» DESCRIPTION OF THE TASK: Your answer should hold every line of the records below that contains the string "Place".

>>>

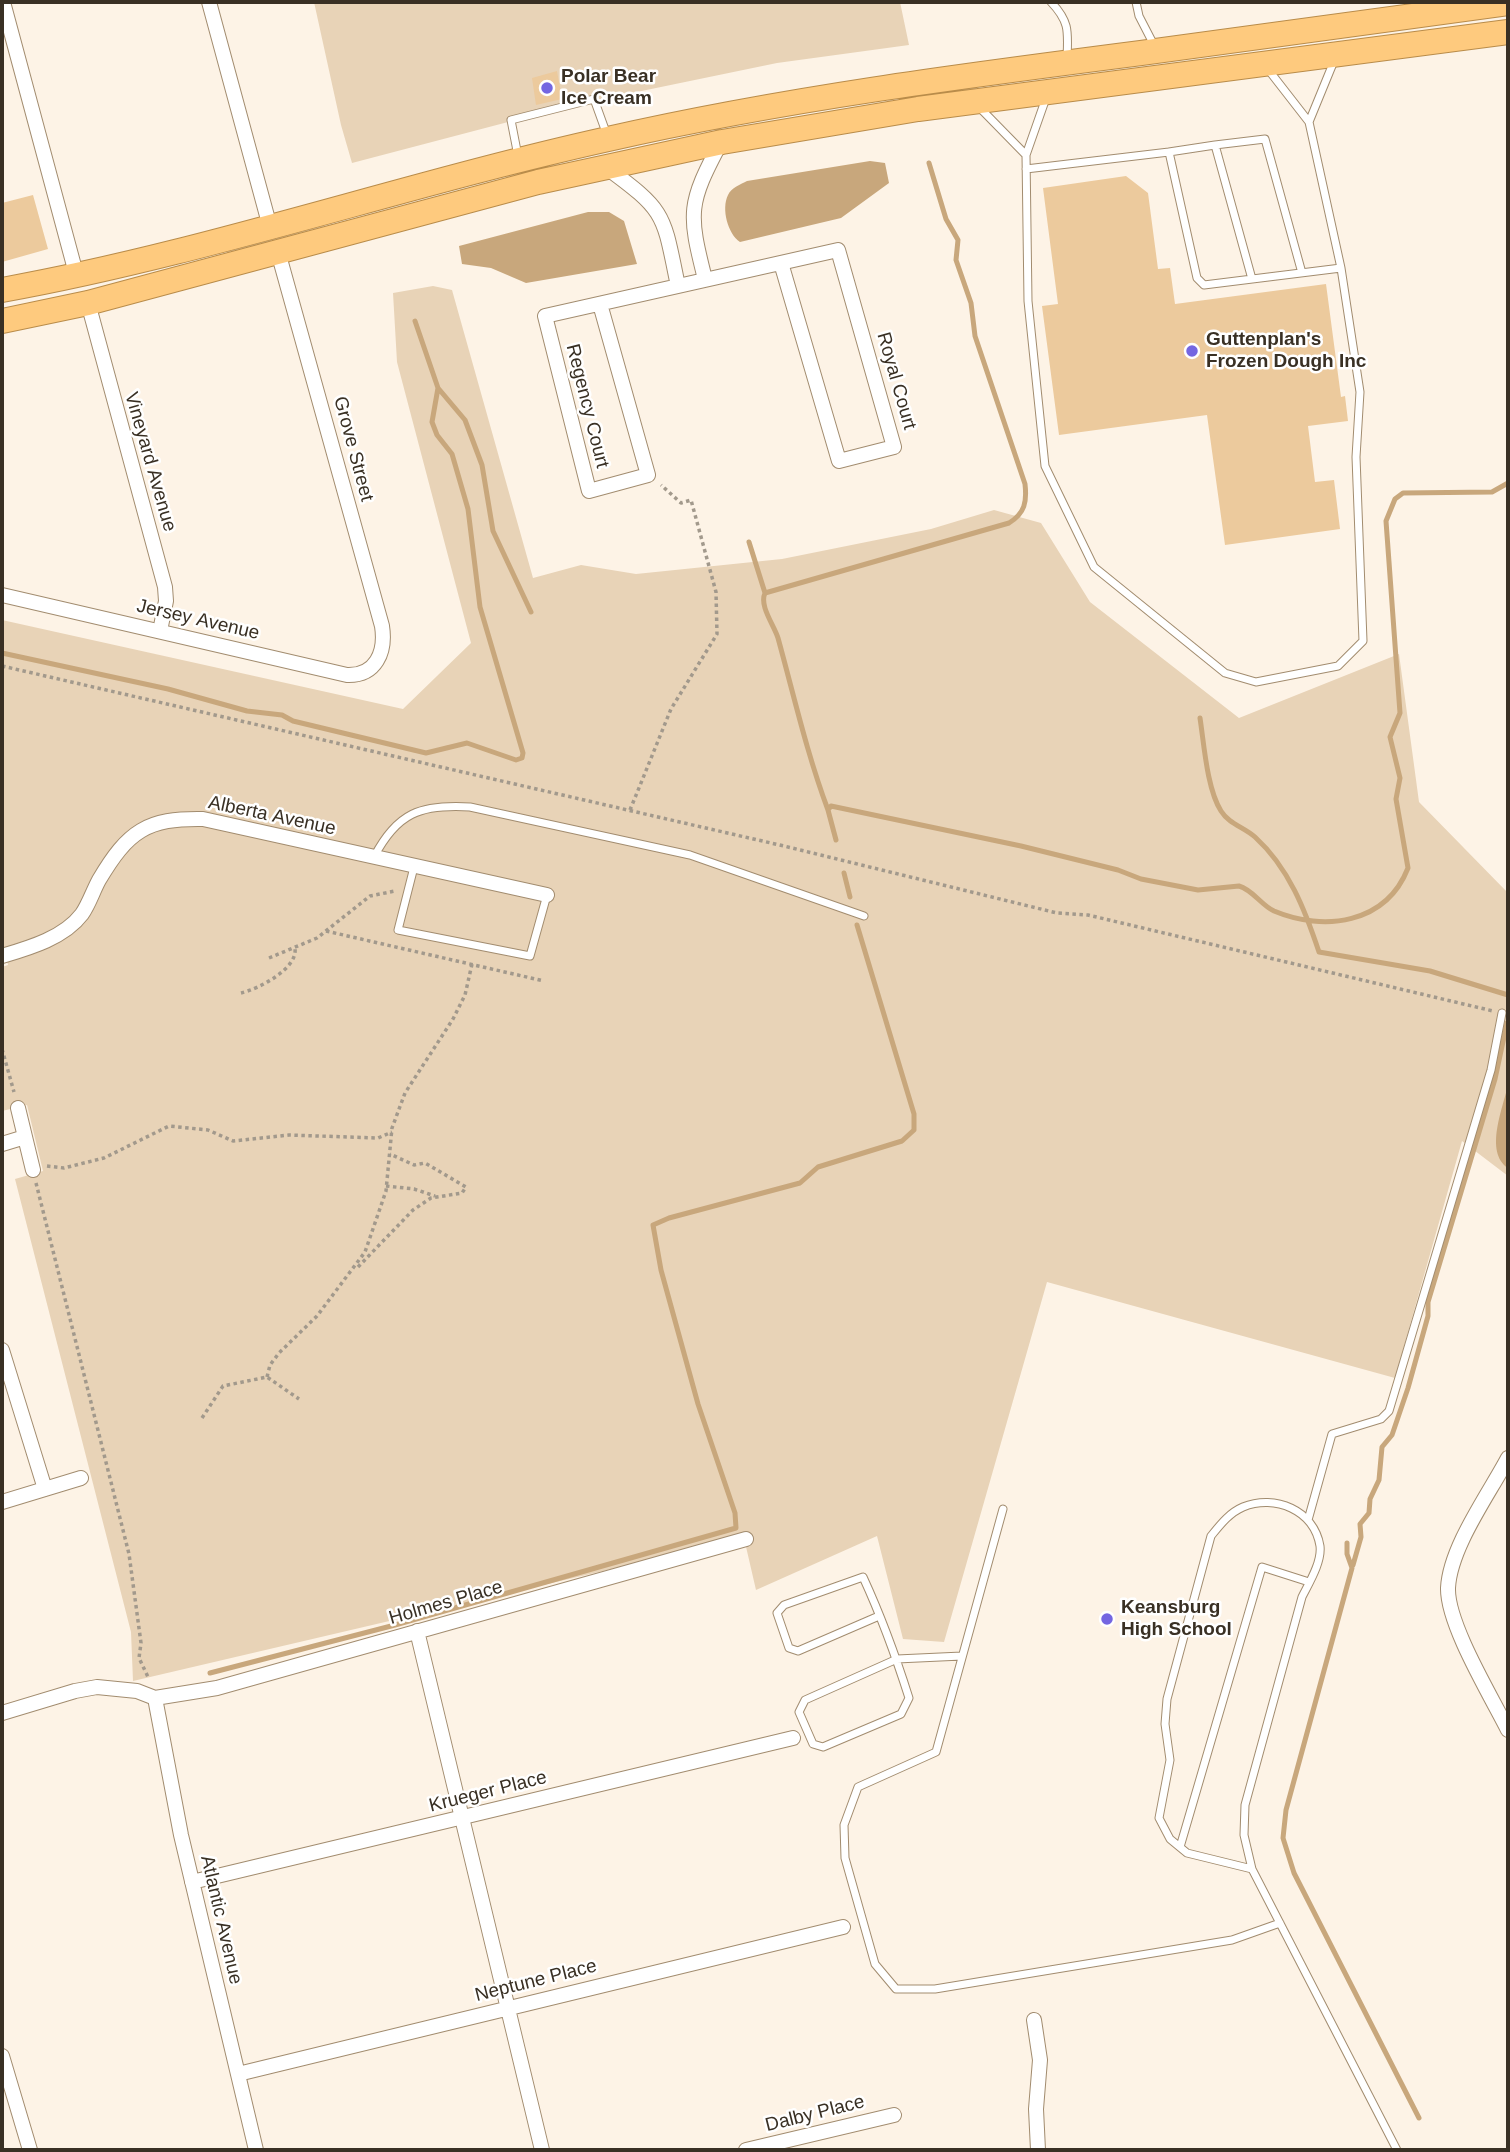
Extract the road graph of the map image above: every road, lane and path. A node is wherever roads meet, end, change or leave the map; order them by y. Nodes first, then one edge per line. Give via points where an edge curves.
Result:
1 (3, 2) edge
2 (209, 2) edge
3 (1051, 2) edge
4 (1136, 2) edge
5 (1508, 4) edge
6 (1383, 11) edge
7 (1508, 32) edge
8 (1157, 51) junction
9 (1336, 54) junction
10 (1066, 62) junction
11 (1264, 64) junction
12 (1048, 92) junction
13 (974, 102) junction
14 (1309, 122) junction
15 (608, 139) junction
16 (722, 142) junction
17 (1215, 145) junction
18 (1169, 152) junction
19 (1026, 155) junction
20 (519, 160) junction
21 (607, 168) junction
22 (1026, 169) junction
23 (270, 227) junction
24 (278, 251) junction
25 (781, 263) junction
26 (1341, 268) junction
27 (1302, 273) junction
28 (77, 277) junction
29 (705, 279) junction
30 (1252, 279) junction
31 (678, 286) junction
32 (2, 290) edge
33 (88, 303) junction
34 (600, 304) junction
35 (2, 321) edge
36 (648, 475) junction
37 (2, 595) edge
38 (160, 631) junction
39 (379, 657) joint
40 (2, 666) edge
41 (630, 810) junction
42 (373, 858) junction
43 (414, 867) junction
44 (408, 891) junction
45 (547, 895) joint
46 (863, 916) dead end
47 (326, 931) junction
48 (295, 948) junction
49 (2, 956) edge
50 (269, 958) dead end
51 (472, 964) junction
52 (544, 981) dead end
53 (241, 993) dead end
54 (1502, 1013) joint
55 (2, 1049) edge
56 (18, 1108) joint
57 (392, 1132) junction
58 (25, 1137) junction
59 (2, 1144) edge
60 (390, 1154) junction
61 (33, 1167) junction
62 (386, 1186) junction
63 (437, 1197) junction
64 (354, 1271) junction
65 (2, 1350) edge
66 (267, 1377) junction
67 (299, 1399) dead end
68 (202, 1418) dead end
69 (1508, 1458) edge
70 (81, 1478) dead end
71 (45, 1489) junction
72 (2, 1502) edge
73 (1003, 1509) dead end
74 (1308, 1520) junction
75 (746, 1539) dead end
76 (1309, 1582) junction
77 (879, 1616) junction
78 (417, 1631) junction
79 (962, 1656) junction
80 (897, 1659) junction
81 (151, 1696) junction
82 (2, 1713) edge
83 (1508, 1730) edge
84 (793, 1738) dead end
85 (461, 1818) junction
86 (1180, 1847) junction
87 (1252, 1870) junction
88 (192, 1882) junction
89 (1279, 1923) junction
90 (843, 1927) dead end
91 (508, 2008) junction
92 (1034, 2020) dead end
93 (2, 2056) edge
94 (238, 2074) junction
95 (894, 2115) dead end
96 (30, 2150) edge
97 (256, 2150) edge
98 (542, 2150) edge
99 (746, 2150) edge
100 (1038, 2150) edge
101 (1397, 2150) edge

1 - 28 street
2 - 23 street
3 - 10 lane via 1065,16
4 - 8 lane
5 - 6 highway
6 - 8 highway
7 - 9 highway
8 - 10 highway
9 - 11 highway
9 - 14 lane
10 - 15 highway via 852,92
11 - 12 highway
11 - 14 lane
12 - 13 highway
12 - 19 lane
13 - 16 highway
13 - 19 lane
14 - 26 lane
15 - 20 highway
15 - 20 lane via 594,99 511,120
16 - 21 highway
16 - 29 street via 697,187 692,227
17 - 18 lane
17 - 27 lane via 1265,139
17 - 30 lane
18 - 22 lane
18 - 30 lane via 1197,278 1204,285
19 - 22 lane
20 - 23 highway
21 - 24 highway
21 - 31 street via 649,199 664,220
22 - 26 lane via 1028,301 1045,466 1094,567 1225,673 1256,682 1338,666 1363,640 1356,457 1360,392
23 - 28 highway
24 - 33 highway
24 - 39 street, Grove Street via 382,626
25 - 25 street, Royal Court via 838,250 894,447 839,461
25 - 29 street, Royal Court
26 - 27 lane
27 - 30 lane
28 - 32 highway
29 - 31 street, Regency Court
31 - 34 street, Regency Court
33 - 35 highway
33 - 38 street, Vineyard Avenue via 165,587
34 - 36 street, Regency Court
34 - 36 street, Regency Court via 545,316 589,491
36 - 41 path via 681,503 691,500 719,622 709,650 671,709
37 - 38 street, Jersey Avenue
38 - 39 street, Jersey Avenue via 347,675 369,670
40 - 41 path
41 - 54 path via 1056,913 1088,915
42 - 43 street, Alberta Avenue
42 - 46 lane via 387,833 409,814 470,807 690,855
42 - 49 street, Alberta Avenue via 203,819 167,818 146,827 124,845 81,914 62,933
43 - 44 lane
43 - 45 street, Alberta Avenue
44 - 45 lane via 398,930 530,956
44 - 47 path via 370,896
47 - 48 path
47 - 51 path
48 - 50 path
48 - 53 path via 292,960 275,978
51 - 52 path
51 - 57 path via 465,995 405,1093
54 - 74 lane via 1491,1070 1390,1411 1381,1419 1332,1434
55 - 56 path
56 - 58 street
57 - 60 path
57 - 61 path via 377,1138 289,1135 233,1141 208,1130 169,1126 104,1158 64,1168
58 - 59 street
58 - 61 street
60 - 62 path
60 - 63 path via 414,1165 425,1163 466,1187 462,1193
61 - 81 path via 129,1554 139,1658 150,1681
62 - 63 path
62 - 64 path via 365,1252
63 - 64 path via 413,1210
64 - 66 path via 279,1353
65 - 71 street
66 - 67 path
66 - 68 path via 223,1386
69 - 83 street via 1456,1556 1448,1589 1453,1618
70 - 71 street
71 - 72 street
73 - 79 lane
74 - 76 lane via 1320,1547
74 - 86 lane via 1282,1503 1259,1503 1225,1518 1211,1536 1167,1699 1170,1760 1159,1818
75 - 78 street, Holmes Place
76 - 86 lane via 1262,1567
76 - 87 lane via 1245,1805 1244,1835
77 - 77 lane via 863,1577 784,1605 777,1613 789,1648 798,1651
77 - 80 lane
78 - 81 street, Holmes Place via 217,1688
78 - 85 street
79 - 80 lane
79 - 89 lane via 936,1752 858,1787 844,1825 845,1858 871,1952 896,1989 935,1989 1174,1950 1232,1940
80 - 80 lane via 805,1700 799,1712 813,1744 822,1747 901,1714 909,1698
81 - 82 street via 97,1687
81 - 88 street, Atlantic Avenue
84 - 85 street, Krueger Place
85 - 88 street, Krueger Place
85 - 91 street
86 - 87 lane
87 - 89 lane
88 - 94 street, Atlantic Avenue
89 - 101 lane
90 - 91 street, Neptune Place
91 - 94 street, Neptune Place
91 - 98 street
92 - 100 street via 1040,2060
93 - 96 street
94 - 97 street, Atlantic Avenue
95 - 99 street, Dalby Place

<<<

» RESULT OF THE EXERCISE:
75 - 78 street, Holmes Place
78 - 81 street, Holmes Place via 217,1688
84 - 85 street, Krueger Place
85 - 88 street, Krueger Place
90 - 91 street, Neptune Place
91 - 94 street, Neptune Place
95 - 99 street, Dalby Place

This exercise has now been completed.